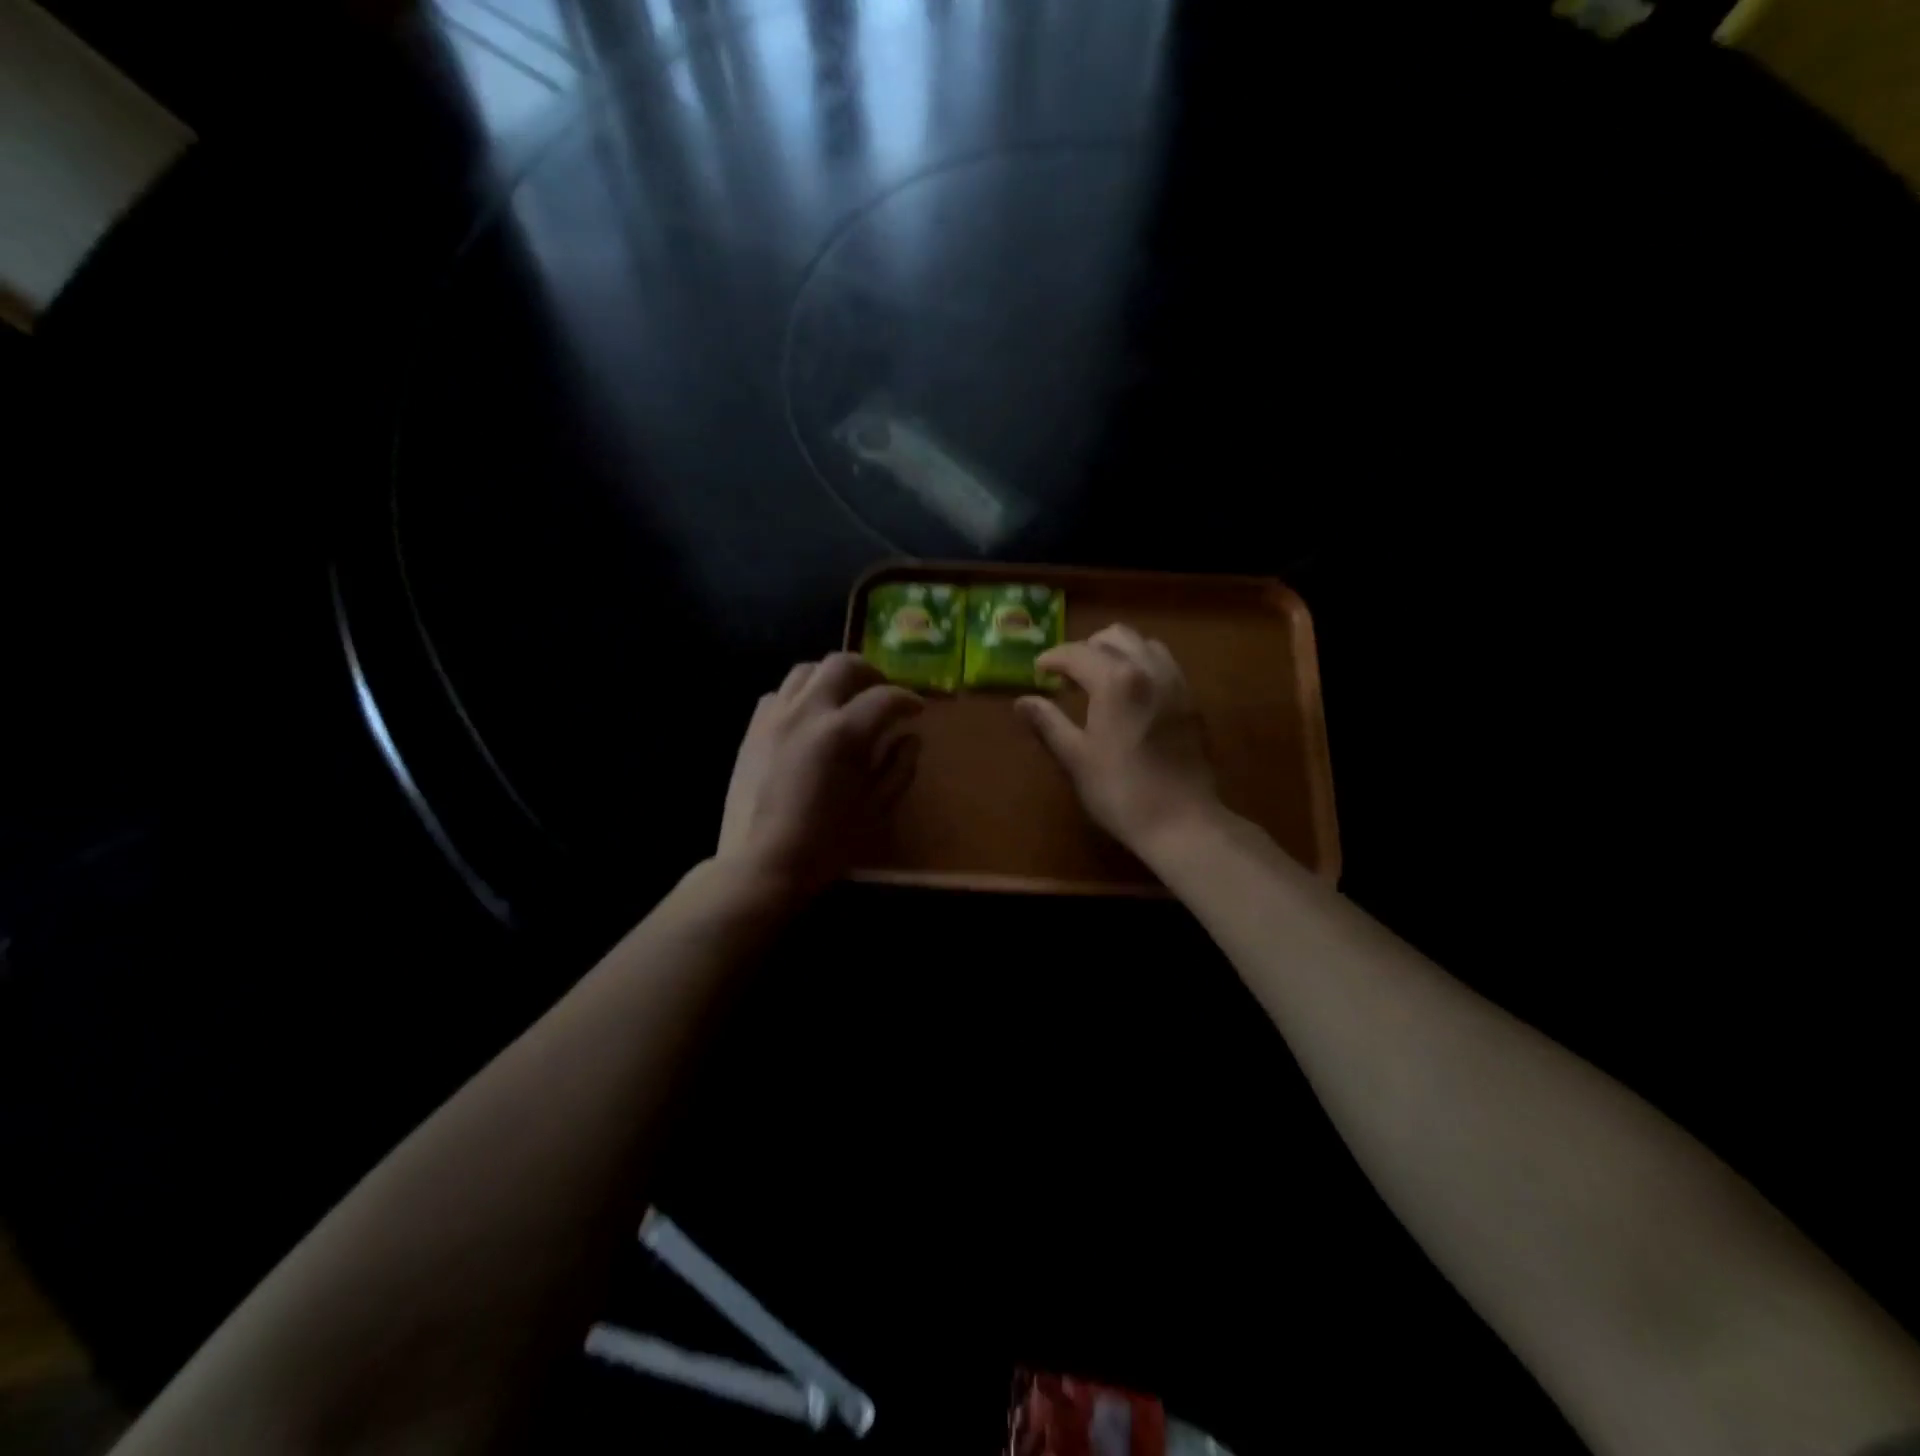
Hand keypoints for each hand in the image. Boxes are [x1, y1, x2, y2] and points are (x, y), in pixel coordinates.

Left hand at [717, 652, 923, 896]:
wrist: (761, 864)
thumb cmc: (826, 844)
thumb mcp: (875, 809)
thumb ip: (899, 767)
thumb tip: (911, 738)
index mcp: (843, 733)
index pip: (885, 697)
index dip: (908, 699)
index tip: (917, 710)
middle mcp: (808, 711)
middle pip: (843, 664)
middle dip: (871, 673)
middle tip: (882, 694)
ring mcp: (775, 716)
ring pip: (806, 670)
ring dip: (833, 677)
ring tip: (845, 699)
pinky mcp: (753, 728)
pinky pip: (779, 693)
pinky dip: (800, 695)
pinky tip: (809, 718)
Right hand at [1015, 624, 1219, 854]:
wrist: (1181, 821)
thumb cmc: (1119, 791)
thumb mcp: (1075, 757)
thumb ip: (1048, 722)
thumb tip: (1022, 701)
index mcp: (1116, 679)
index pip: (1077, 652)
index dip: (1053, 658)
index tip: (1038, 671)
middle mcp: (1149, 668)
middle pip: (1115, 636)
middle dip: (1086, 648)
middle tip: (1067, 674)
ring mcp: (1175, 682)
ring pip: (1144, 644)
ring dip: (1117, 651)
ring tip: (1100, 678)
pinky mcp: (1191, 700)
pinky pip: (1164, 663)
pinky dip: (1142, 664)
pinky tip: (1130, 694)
____
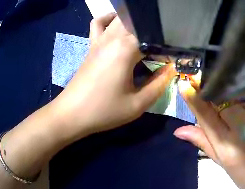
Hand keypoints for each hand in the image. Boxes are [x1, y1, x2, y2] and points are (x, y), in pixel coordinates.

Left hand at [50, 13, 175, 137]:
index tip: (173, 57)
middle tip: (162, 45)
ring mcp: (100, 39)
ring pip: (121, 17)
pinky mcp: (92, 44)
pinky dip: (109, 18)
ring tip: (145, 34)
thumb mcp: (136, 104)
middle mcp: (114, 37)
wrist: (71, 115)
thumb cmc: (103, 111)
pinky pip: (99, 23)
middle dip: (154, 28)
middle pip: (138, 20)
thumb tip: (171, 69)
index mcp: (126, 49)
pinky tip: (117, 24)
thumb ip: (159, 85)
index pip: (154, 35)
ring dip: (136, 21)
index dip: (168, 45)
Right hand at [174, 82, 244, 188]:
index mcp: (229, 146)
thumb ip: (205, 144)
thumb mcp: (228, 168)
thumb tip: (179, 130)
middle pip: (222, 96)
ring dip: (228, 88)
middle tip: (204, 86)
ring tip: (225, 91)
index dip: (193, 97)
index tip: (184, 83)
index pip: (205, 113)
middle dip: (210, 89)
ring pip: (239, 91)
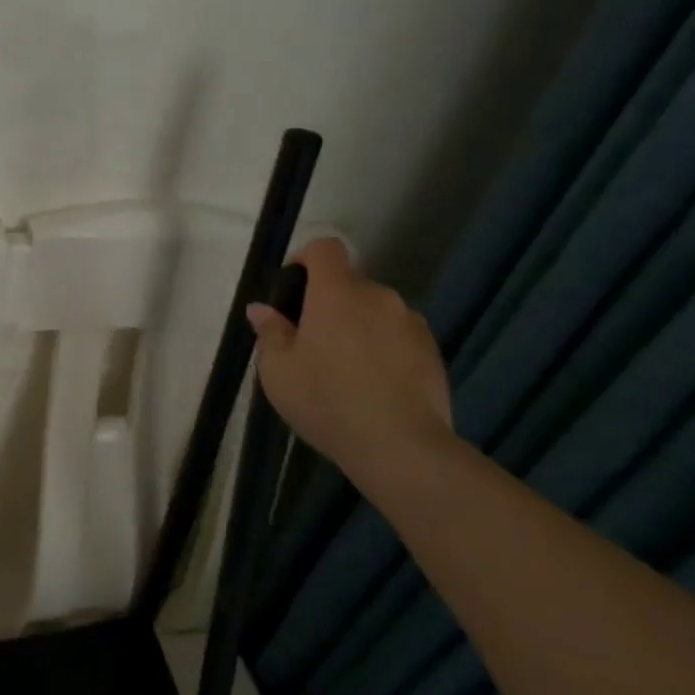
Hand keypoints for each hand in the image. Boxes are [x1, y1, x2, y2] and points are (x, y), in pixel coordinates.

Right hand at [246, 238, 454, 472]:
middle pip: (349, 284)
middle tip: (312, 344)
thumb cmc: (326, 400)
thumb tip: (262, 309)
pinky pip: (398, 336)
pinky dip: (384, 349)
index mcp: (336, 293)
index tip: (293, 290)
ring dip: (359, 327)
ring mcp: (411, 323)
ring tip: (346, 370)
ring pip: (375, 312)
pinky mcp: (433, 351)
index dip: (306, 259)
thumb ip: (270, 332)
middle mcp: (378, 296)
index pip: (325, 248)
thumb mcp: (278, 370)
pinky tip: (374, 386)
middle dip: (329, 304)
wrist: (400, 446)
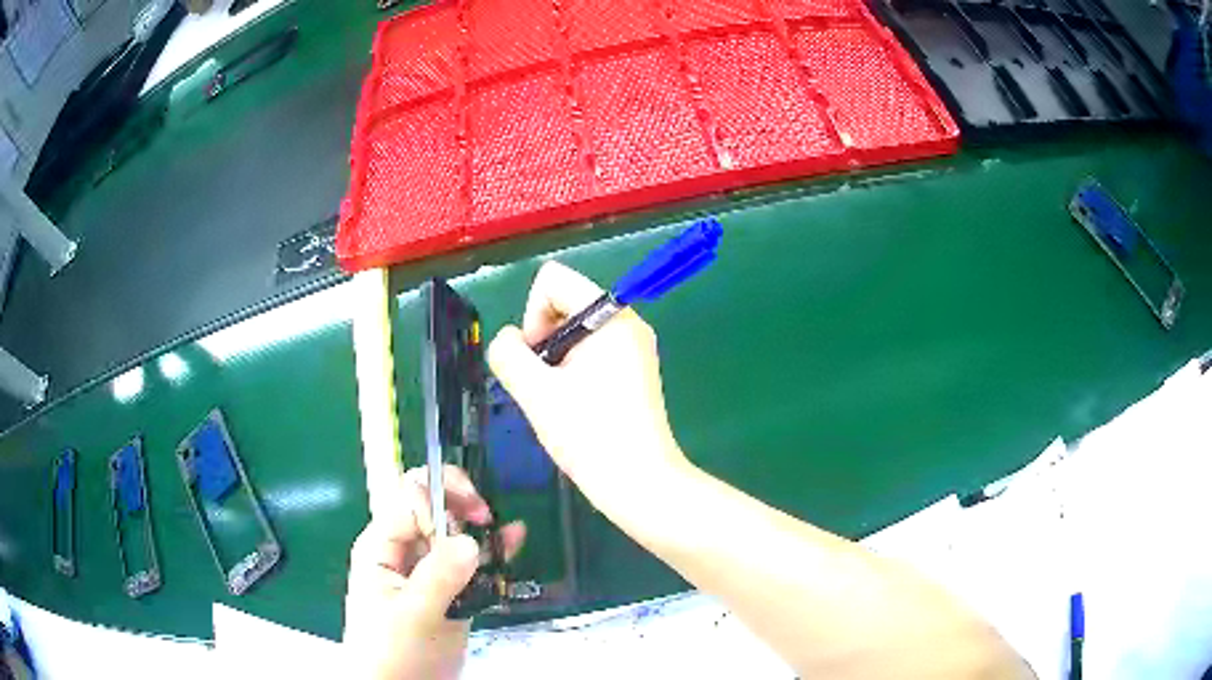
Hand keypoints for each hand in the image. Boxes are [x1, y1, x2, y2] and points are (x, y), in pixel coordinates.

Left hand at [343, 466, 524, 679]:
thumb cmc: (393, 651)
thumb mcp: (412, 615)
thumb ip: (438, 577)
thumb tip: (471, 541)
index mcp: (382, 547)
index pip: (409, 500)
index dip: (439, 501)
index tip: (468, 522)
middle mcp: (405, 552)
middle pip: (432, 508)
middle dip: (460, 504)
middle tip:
____
ACTIVITY:
Could you restate, word for word, the lines above from the one with "middle pip: (1115, 636)" to the one with "pinky tip: (1130, 694)", both included?

FINAL ANSWER:
middle pip: (1115, 636)
middle dip: (1086, 648)
middle tip: (1067, 674)
ring mcp: (1175, 682)
ring pip: (1144, 644)
ring dip: (1117, 651)
ring tip: (1100, 678)
pinky mcp: (1191, 700)
pinky pip: (1164, 663)
pinky dip: (1142, 664)
pinky tip: (1130, 694)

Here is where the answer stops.